Risk: Global Domination is a video game for the PlayStation 2, based upon the board game Risk, developed by Cyberlore Studios and published by Atari Interactive. It was released in 2003. Xbox and GameCube versions were planned, but cancelled.

==Gameplay==
The game follows the board game. It can be played in three different forms: Classic, Secret Mission and Capital. Online play was also supported for up to 20 players.

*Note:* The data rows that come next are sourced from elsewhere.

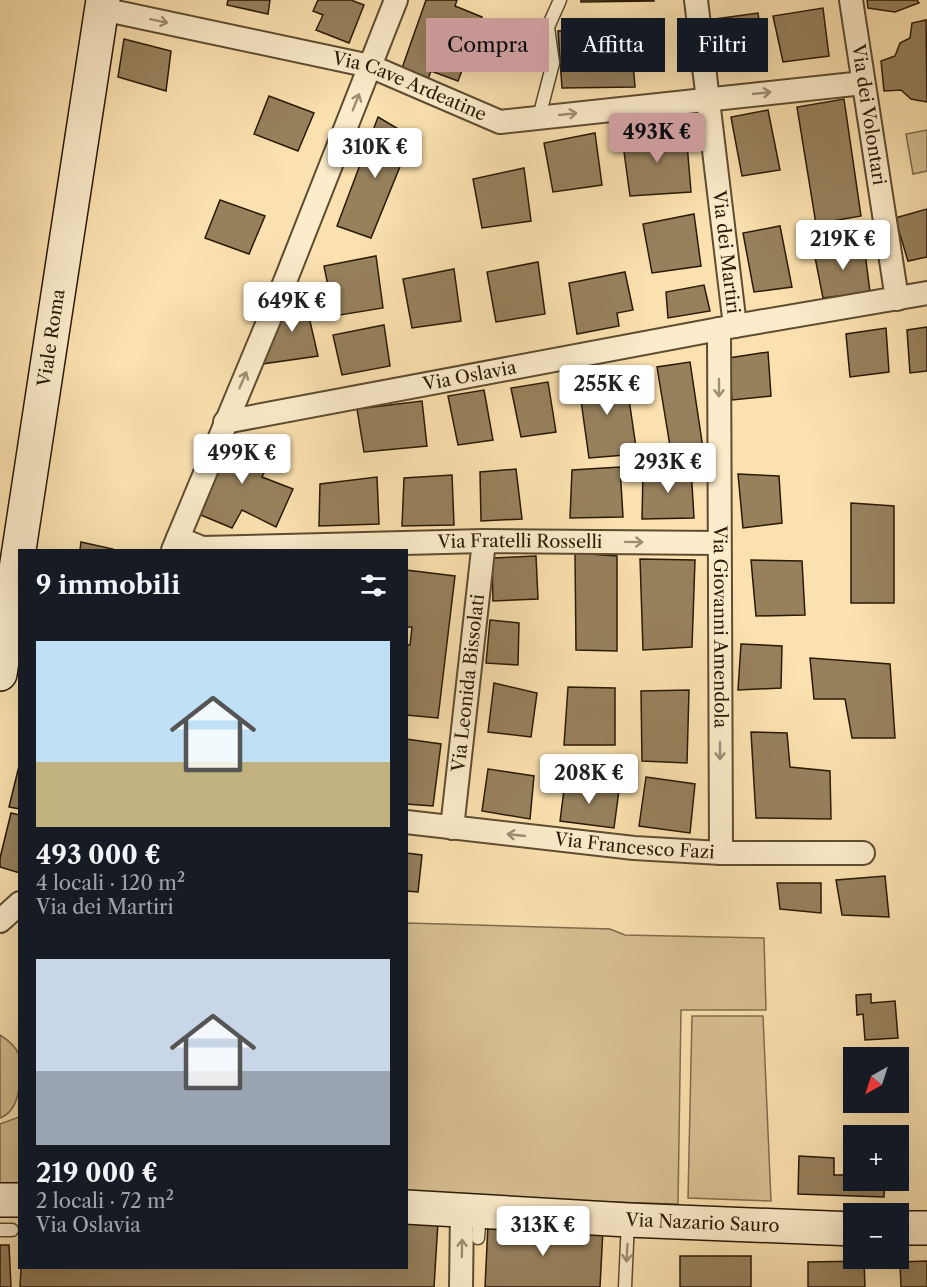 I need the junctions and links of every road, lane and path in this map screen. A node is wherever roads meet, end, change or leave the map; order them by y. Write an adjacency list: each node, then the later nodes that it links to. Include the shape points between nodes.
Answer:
1 (396, 0): 6 (street)
2 (560, 0): 9 (lane, via 548,27 553,63)
3 (696, 0): 8 (street, Via dei Martiri)
4 (851, 0): 7 (street, Via dei Volontari)
5 (102, 5): 6 (street, Via Cave Ardeatine, one-way to 6); 17 (main road, Viale Roma)
6 (370, 66): 9 (street, Via Cave Ardeatine, via 500,122); 13 (street, one-way to 6)
7 (863, 83): 8 (street, Via Cave Ardeatine, one-way to 7); 11 (street, Via dei Volontari)
8 (709, 99): 9 (street, Via Cave Ardeatine, one-way to 8); 12 (street, Via dei Martiri)
9 (539, 117)
10 (927, 293): 11 (street, Via Oslavia)
11 (897, 299): 12 (street, Via Oslavia)
12 (727, 327): 13 (street, Via Oslavia); 15 (street, Via Giovanni Amendola, one-way to 15)
13 (225, 422): 16 (street)
14 (484, 540): 15 (street, Via Fratelli Rosselli, one-way to 15); 16 (street, Via Fratelli Rosselli, via 202,548); 21 (street, Via Leonida Bissolati)
15 (720, 543): 22 (street, Via Giovanni Amendola, one-way to 22)
16 (176, 544)
17 (19, 549)
18 (18, 556): 19 (main road, Viale Roma)
19 (0, 674)
20 (408, 822): 21 (street, Via Francesco Fazi)
21 (452, 828): 22 (street, Via Francesco Fazi, one-way to 21, via 634,848)
22 (721, 853): 23 (street, Via Francesco Fazi)
23 (862, 853)
24 (18, 905): 25 (street)
25 (0, 921)
26 (408, 1207): 27 (main road, Via Nazario Sauro)
27 (474, 1219): 28 (main road, Via Nazario Sauro); 32 (street, one-way to 27)
28 (628, 1220): 31 (main road, Via Nazario Sauro); 33 (lane, one-way to 33)
29 (909, 1228): 30 (main road)
30 (927, 1228)
31 (843, 1229)
32 (461, 1287)
33 (625, 1287)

In Risk: Global Domination, the player tries to win a game by controlling all 42 territories (Classic), controlling every capital (Capital), or completing a given secret mission objective (Secret Mission). There are a total of eleven AI opponents, referred to as Generals, based on historical military leaders and statesmen, such as Catherine the Great and Pangeran Diponegoro. With each game played, the player can accomplish certain tasks to acquire medals, with the tasks ranging from capturing a specific number of continents to winning a game against five AI opponents using a particular game rule configuration. Most of these medals also unlock a wide variety of extras, such as dice designs and troop uniforms.

==Reception==
The game received "mixed or average reviews" from critics, according to Metacritic.